» **WHAT THE EXERCISE ASKS**:
The whole listing is to be printed again exactly.

» **RAW DATA**:
□ □ □ □

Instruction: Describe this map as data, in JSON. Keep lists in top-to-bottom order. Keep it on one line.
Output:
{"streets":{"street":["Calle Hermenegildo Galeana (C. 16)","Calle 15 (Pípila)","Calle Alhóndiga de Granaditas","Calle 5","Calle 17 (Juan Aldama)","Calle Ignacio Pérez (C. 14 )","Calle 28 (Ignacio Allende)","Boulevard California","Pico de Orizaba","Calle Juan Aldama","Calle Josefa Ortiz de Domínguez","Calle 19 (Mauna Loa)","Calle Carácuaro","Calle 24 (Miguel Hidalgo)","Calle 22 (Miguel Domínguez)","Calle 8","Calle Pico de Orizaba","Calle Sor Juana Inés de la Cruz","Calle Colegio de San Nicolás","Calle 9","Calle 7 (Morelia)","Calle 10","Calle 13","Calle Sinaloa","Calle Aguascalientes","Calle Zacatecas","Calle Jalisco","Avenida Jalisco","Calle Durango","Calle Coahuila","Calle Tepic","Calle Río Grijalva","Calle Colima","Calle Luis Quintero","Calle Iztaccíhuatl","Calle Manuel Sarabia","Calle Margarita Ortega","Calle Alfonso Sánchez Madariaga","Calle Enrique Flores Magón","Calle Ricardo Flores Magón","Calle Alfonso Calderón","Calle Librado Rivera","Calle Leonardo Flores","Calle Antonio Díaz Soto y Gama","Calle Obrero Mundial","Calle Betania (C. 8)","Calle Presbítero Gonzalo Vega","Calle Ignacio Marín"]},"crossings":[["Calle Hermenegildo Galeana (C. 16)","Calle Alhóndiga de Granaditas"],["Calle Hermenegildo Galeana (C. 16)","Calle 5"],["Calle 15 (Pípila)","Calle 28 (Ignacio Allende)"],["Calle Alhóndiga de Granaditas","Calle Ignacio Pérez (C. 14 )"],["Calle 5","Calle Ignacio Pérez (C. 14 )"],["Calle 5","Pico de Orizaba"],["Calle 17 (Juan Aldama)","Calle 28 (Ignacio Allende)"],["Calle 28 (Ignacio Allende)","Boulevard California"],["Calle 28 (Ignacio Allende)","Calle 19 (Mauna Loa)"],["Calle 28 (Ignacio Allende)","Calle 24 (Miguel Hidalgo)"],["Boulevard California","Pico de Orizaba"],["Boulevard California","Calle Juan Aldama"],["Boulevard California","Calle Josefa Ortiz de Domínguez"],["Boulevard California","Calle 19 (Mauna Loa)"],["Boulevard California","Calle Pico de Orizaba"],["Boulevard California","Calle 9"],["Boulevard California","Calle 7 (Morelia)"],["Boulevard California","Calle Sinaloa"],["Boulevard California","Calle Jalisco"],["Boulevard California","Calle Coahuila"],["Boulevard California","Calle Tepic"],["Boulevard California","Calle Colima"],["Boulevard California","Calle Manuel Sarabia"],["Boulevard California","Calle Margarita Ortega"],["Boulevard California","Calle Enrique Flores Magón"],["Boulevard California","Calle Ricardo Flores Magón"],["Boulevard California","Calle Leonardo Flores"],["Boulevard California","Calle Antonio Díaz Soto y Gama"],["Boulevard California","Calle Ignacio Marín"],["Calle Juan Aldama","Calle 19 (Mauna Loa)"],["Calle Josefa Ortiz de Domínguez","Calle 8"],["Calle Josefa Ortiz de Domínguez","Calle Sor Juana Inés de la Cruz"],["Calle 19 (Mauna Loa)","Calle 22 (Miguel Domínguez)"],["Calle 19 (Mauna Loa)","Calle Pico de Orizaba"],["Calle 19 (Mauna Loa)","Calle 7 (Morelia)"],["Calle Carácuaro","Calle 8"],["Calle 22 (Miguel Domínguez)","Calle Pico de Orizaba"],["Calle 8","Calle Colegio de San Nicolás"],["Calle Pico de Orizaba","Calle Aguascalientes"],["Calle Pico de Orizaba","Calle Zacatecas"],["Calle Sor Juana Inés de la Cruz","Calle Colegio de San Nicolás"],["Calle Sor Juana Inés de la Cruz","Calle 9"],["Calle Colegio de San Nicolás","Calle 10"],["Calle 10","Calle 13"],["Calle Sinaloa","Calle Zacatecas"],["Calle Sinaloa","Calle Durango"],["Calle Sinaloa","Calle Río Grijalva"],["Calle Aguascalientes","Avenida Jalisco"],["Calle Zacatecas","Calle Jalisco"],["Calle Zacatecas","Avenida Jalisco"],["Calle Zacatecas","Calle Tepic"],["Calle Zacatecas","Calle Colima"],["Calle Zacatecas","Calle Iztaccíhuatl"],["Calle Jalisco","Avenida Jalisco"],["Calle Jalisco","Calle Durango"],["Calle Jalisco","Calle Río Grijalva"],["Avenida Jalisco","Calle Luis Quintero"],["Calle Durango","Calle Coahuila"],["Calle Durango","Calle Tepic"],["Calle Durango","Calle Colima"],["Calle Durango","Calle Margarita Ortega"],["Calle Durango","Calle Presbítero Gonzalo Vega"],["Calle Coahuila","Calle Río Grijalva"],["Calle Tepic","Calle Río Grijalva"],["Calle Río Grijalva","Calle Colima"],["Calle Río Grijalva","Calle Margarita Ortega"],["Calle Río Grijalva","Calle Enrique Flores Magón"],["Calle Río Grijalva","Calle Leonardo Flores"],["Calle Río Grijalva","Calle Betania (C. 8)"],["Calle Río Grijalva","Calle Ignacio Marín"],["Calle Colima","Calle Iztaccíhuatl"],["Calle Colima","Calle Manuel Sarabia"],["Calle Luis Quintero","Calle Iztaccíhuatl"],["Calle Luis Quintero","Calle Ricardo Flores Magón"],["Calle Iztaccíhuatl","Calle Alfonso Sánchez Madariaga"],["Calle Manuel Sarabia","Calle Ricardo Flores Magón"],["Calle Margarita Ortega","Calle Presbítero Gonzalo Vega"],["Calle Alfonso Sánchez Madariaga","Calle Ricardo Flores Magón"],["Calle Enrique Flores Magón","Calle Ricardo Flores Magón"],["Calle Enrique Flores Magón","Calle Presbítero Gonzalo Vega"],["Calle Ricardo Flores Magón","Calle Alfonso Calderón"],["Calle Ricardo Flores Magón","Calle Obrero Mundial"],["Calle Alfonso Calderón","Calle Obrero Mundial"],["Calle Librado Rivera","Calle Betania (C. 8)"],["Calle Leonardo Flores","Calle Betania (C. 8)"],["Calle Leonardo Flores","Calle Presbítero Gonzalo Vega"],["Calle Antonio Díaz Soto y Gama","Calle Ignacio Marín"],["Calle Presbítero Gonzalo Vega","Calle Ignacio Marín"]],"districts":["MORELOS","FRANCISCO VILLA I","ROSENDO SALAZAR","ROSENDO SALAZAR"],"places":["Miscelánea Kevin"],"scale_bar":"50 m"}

□ □ □ □

» **WRITTEN REPLY**:
Instruction: Describe this map as data, in JSON. Keep lists in top-to-bottom order. Keep it on one line.
Output:
{"streets":{"street":["Calle Hermenegildo Galeana (C. 16)","Calle 15 (Pípila)","Calle Alhóndiga de Granaditas","Calle 5","Calle 17 (Juan Aldama)","Calle Ignacio Pérez (C. 14 )","Calle 28 (Ignacio Allende)","Boulevard California","Pico de Orizaba","Calle Juan Aldama","Calle Josefa Ortiz de Domínguez","Calle 19 (Mauna Loa)","Calle Carácuaro","Calle 24 (Miguel Hidalgo)","Calle 22 (Miguel Domínguez)","Calle 8","Calle Pico de Orizaba","Calle Sor Juana Inés de la Cruz","Calle Colegio de San Nicolás","Calle 9","Calle 7 (Morelia)","Calle 10","Calle 13","Calle Sinaloa","Calle Aguascalientes","Calle Zacatecas","Calle Jalisco","Avenida Jalisco","Calle Durango","Calle Coahuila","Calle Tepic","Calle Río Grijalva","Calle Colima","Calle Luis Quintero","Calle Iztaccíhuatl","Calle Manuel Sarabia","Calle Margarita Ortega","Calle Alfonso Sánchez Madariaga","Calle Enrique Flores Magón","Calle Ricardo Flores Magón","Calle Alfonso Calderón","Calle Librado Rivera","Calle Leonardo Flores","Calle Antonio Díaz Soto y Gama","Calle Obrero Mundial","Calle Betania (C. 8)","Calle Presbítero Gonzalo Vega","Calle Ignacio Marín"]},"crossings":[["Calle Hermenegildo Galeana (C. 16)","Calle Alhóndiga de Granaditas"],["Calle Hermenegildo Galeana (C. 16)","Calle 5"],["Calle 15 (Pípila)","Calle 28 (Ignacio Allende)"],["Calle Alhóndiga de Granaditas","Calle Ignacio Pérez (C. 14 )"],["Calle 5","Calle Ignacio Pérez (C. 14 )"],["Calle 5","Pico de Orizaba"],["Calle 17 (Juan Aldama)","Calle 28 (Ignacio Allende)"],["Calle 28 (Ignacio Allende)","Boulevard California"],["Calle 28 (Ignacio Allende)","Calle 19 (Mauna Loa)"],["Calle 28 (Ignacio Allende)","Calle 24 (Miguel Hidalgo)"],["Boulevard California","Pico de Orizaba"],["Boulevard California","Calle Juan Aldama"],["Boulevard California","Calle Josefa Ortiz de Domínguez"],["Boulevard California","Calle 19 (Mauna Loa)"],["Boulevard California","Calle Pico de Orizaba"],["Boulevard California","Calle 9"],["Boulevard California","Calle 7 (Morelia)"],["Boulevard California","Calle Sinaloa"],["Boulevard California","Calle Jalisco"],["Boulevard California","Calle Coahuila"],["Boulevard California","Calle Tepic"],["Boulevard California","Calle Colima"],["Boulevard California","Calle Manuel Sarabia"],["Boulevard California","Calle Margarita Ortega"],["Boulevard California","Calle Enrique Flores Magón"],["Boulevard California","Calle Ricardo Flores Magón"],["Boulevard California","Calle Leonardo Flores"],["Boulevard California","Calle Antonio Díaz Soto y Gama"],["Boulevard California","Calle Ignacio Marín"],["Calle Juan Aldama","Calle 19 (Mauna Loa)"],["Calle Josefa Ortiz de Domínguez","Calle 8"],["Calle Josefa Ortiz de Domínguez","Calle Sor Juana Inés de la Cruz"],["Calle 19 (Mauna Loa)","Calle 22 (Miguel Domínguez)"],["Calle 19 (Mauna Loa)","Calle Pico de Orizaba"],["Calle 19 (Mauna Loa)","Calle 7 (Morelia)"],["Calle Carácuaro","Calle 8"],["Calle 22 (Miguel Domínguez)","Calle Pico de Orizaba"],["Calle 8","Calle Colegio de San Nicolás"],["Calle Pico de Orizaba","Calle Aguascalientes"],["Calle Pico de Orizaba","Calle Zacatecas"],["Calle Sor Juana Inés de la Cruz","Calle Colegio de San Nicolás"],["Calle Sor Juana Inés de la Cruz","Calle 9"],["Calle Colegio de San Nicolás","Calle 10"],["Calle 10","Calle 13"],["Calle Sinaloa","Calle Zacatecas"],["Calle Sinaloa","Calle Durango"],["Calle Sinaloa","Calle Río Grijalva"],["Calle Aguascalientes","Avenida Jalisco"],["Calle Zacatecas","Calle Jalisco"],["Calle Zacatecas","Avenida Jalisco"],["Calle Zacatecas","Calle Tepic"],["Calle Zacatecas","Calle Colima"],["Calle Zacatecas","Calle Iztaccíhuatl"],["Calle Jalisco","Avenida Jalisco"],["Calle Jalisco","Calle Durango"],["Calle Jalisco","Calle Río Grijalva"],["Avenida Jalisco","Calle Luis Quintero"],["Calle Durango","Calle Coahuila"],["Calle Durango","Calle Tepic"],["Calle Durango","Calle Colima"],["Calle Durango","Calle Margarita Ortega"],["Calle Durango","Calle Presbítero Gonzalo Vega"],["Calle Coahuila","Calle Río Grijalva"],["Calle Tepic","Calle Río Grijalva"],["Calle Río Grijalva","Calle Colima"],["Calle Río Grijalva","Calle Margarita Ortega"],["Calle Río Grijalva","Calle Enrique Flores Magón"],["Calle Río Grijalva","Calle Leonardo Flores"],["Calle Río Grijalva","Calle Betania (C. 8)"],["Calle Río Grijalva","Calle Ignacio Marín"],["Calle Colima","Calle Iztaccíhuatl"],["Calle Colima","Calle Manuel Sarabia"],["Calle Luis Quintero","Calle Iztaccíhuatl"],["Calle Luis Quintero","Calle Ricardo Flores Magón"],["Calle Iztaccíhuatl","Calle Alfonso Sánchez Madariaga"],["Calle Manuel Sarabia","Calle Ricardo Flores Magón"],["Calle Margarita Ortega","Calle Presbítero Gonzalo Vega"],["Calle Alfonso Sánchez Madariaga","Calle Ricardo Flores Magón"],["Calle Enrique Flores Magón","Calle Ricardo Flores Magón"],["Calle Enrique Flores Magón","Calle Presbítero Gonzalo Vega"],["Calle Ricardo Flores Magón","Calle Alfonso Calderón"],["Calle Ricardo Flores Magón","Calle Obrero Mundial"],["Calle Alfonso Calderón","Calle Obrero Mundial"],["Calle Librado Rivera","Calle Betania (C. 8)"],["Calle Leonardo Flores","Calle Betania (C. 8)"],["Calle Leonardo Flores","Calle Presbítero Gonzalo Vega"],["Calle Antonio Díaz Soto y Gama","Calle Ignacio Marín"],["Calle Presbítero Gonzalo Vega","Calle Ignacio Marín"]],"districts":["MORELOS","FRANCISCO VILLA I","ROSENDO SALAZAR","ROSENDO SALAZAR"],"places":["Miscelánea Kevin"],"scale_bar":"50 m"}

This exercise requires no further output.